Pablo Viollier Bonvin, estudiante del Doctorado en Derecho de la U. Central, publicó en la Revista Chilena de Derecho y Tecnología el artículo «Datos contenidos en fuentes accesibles al público: de la protección de la privacidad a la consagración de la autodeterminación informativa». El artículo analiza qué pueden hacer las empresas y los sistemas de inteligencia artificial con los datos personales disponibles en fuentes públicas.
El trabajo aparece en una publicación indexada en SciELO y Scopus, dos de los índices de referencia para medir el alcance de la producción científica. En él, Viollier reconstruye la historia legislativa de la Ley 21.719, que reformó la protección de datos personales en Chile, para precisar un cambio de fondo.
La reforma eliminó a las fuentes accesibles al público como causal que permitía tratar datos personales sin el consentimiento de sus titulares. El giro va más allá del nombre. La norma pasó a llamarse Ley sobre Protección de los Datos Personales y consagró la autodeterminación informativa como derecho autónomo, esto es, la facultad de cada persona para controlar los datos que la identifican. Bajo esa lógica, un dato disponible en una fuente pública sigue estando bajo el control de su titular.

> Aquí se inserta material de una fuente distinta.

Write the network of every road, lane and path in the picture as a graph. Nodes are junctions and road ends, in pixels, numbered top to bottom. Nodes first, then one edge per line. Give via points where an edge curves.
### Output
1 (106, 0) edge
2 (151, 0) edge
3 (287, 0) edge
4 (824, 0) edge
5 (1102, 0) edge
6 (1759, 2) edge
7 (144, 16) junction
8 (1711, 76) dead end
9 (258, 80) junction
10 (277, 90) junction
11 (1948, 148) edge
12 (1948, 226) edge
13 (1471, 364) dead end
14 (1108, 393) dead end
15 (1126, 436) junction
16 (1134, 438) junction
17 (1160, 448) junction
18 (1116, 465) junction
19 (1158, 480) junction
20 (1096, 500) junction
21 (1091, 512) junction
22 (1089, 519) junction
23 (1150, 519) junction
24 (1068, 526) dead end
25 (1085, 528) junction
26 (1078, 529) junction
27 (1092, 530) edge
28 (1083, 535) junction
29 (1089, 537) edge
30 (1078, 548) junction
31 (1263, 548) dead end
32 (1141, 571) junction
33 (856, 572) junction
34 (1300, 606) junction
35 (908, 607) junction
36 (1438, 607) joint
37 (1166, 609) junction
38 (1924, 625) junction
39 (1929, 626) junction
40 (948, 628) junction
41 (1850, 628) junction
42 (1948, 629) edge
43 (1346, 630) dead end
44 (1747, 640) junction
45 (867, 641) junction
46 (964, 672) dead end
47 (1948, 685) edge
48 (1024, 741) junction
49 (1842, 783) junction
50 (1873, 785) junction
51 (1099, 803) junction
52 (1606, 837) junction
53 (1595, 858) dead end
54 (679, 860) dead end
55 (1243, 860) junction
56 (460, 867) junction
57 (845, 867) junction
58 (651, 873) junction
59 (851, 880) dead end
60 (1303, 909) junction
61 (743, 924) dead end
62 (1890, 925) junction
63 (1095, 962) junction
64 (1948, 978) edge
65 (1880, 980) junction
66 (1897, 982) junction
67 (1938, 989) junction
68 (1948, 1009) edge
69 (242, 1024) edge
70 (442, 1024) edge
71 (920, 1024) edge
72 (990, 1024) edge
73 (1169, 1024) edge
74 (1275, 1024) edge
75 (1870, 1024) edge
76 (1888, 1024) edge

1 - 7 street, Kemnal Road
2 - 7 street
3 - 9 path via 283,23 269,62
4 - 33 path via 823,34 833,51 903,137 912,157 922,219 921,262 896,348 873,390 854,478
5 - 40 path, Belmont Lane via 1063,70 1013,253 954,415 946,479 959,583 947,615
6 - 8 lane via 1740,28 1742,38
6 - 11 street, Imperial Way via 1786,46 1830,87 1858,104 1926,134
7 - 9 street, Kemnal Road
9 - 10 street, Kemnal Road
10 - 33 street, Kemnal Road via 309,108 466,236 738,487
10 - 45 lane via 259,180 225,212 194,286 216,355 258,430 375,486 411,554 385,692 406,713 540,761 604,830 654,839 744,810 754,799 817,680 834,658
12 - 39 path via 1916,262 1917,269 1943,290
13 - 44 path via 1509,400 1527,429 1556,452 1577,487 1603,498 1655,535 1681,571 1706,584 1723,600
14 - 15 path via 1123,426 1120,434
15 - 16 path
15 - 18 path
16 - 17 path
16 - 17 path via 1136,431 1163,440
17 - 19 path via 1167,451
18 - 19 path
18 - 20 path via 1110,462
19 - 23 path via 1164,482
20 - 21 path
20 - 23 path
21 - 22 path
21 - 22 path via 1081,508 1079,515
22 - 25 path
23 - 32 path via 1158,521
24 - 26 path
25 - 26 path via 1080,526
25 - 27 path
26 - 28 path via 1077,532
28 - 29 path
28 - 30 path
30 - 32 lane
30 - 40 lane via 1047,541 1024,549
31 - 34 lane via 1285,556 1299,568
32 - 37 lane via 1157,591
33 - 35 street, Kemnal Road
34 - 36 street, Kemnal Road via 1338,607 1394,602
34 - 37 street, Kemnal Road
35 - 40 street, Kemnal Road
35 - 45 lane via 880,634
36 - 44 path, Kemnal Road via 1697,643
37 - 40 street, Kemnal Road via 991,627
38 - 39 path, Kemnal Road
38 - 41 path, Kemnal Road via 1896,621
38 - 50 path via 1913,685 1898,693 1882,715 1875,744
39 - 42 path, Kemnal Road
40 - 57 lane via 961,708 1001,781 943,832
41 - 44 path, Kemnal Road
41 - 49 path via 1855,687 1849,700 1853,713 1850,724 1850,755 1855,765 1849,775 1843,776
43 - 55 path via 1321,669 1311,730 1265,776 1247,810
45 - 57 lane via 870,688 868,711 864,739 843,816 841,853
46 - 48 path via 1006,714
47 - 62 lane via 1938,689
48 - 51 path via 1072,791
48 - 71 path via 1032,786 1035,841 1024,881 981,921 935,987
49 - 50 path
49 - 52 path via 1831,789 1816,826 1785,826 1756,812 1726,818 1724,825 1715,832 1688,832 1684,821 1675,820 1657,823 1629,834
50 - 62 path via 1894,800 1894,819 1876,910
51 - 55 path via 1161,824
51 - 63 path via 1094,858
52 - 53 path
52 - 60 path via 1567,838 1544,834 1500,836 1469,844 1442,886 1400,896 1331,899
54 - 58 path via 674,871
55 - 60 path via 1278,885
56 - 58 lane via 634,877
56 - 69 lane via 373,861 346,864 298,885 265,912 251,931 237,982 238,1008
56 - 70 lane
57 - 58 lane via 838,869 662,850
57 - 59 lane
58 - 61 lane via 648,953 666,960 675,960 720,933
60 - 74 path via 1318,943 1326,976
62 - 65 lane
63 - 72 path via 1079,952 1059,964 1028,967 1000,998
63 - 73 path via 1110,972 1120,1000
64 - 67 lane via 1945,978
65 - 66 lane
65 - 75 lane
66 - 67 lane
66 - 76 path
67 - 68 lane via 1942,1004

Hasta la reforma, la Ley 19.628 permitía tratar sin autorización los datos provenientes de fuentes accesibles al público, una categoría tan amplia que, en la práctica, convertía la regla del consentimiento en la excepción. La Corte Suprema confirmó esa lectura en 2015, cuando declaró lícito el uso de datos electorales obtenidos del Servicio Electoral y republicados por un tercero sin permiso de los titulares.
Según reconstruye el artículo, la eliminación se produjo en la Cámara de Diputados, mediante una indicación aprobada por unanimidad que suprimió esa causal habilitante. La Comisión Mixta ratificó la decisión, tras un debate entre representantes de la industria, que advertían efectos en normativas sectoriales, y académicos y organizaciones civiles, que señalaron que mantener la excepción resultaba incompatible con el estándar europeo y con una eventual decisión de adecuación de la Unión Europea.
La medida no prohíbe usar datos de fuentes públicas. Obliga a fundar ese tratamiento en otra base legal, como el consentimiento del titular o el interés legítimo, una causal nueva que la reforma incorporó.
El artículo dedica especial atención al web scraping, la recolección masiva de datos que se emplea para entrenar modelos de inteligencia artificial. Esa práctica, que antes podía ampararse en la excepción de fuentes públicas, ahora requiere otra justificación, y el interés legítimo es la más discutida en la literatura especializada. La experiencia europea muestra que acreditar ese interés legítimo en el entrenamiento de inteligencia artificial generativa resulta difícil, lo que otorga un papel central a la futura Agencia de Protección de Datos Personales.
La publicación refleja el trabajo de investigación que se desarrolla en el Doctorado en Derecho de la Universidad Central de Chile. A través de su Vicerrectoría de Investigación, Innovación y Postgrado, la Universidad forma investigadores capaces de aportar, con evidencia y en publicaciones indexadas, al debate jurídico sobre la protección de datos y la inteligencia artificial.